## Prompt
Could you copy each line of the entries that contains "main"?

Stored items from a collection:
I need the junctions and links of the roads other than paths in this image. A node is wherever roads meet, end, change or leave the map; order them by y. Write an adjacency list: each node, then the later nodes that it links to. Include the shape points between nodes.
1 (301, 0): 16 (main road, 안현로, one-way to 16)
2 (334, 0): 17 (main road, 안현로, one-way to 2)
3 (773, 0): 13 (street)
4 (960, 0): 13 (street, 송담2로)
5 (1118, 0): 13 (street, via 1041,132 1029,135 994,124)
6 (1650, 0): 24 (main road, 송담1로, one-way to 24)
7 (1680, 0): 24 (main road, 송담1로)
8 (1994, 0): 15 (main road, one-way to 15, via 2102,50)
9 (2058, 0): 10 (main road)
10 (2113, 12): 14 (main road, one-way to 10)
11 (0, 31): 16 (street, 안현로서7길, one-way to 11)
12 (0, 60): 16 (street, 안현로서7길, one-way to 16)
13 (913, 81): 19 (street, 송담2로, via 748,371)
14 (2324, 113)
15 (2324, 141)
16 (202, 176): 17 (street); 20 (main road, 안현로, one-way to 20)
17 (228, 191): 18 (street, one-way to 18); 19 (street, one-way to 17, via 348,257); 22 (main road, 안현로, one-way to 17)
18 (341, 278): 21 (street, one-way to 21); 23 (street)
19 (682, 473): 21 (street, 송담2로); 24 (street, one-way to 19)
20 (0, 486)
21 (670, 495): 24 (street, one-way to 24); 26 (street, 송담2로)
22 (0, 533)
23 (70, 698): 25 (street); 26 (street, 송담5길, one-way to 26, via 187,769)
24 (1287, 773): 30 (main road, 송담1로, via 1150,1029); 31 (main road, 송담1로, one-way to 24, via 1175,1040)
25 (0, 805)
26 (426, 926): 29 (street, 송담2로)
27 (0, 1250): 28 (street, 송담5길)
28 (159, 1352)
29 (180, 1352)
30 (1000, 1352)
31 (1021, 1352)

## Expected answer
1 (301, 0): 16 (main road, 안현로, one-way to 16)
2 (334, 0): 17 (main road, 안현로, one-way to 2)
6 (1650, 0): 24 (main road, 송담1로, one-way to 24)
7 (1680, 0): 24 (main road, 송담1로)
8 (1994, 0): 15 (main road, one-way to 15, via 2102,50)
9 (2058, 0): 10 (main road)
10 (2113, 12): 14 (main road, one-way to 10)
16 (202, 176): 17 (street); 20 (main road, 안현로, one-way to 20)
17 (228, 191): 18 (street, one-way to 18); 19 (street, one-way to 17, via 348,257); 22 (main road, 안현로, one-way to 17)
24 (1287, 773): 30 (main road, 송담1로, via 1150,1029); 31 (main road, 송담1로, one-way to 24, via 1175,1040)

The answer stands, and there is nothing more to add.